═══ Data supplied ═══
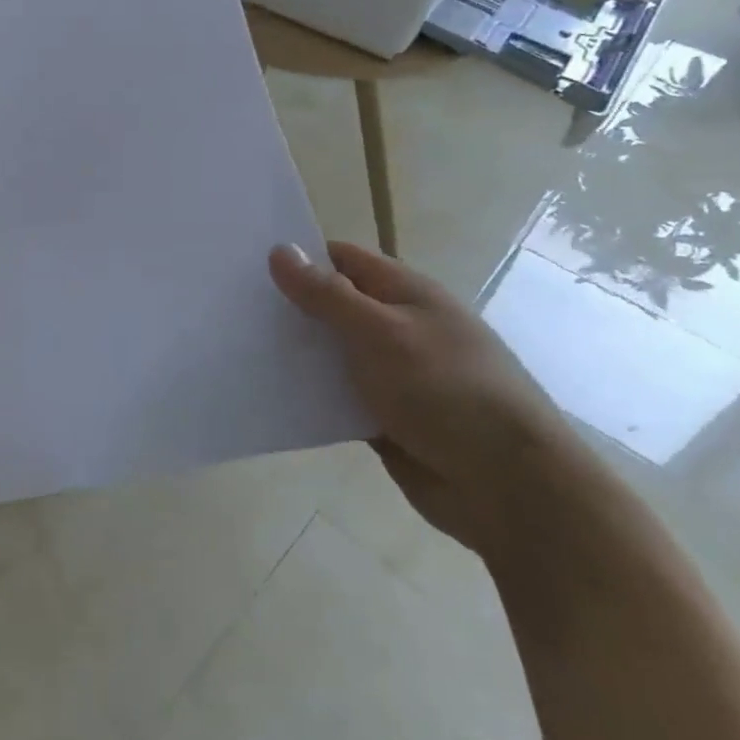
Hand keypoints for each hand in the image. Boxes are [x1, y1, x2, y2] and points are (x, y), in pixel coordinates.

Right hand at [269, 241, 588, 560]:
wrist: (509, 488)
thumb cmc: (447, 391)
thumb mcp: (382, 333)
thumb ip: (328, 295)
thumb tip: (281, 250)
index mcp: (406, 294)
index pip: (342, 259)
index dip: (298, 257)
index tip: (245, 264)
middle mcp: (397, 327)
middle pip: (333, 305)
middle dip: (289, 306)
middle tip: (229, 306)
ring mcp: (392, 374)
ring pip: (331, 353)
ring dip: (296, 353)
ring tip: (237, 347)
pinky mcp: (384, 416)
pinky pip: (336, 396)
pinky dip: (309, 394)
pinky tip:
═══
• **Exercise description**: Each line that contains the string "hand" should be copied from the data above.

• **Result below**:
Hand keypoints for each hand in the image. Boxes are [x1, y1, x2, y2] and points are (x, y), in pixel coordinates.
Right hand at [269, 241, 588, 560]:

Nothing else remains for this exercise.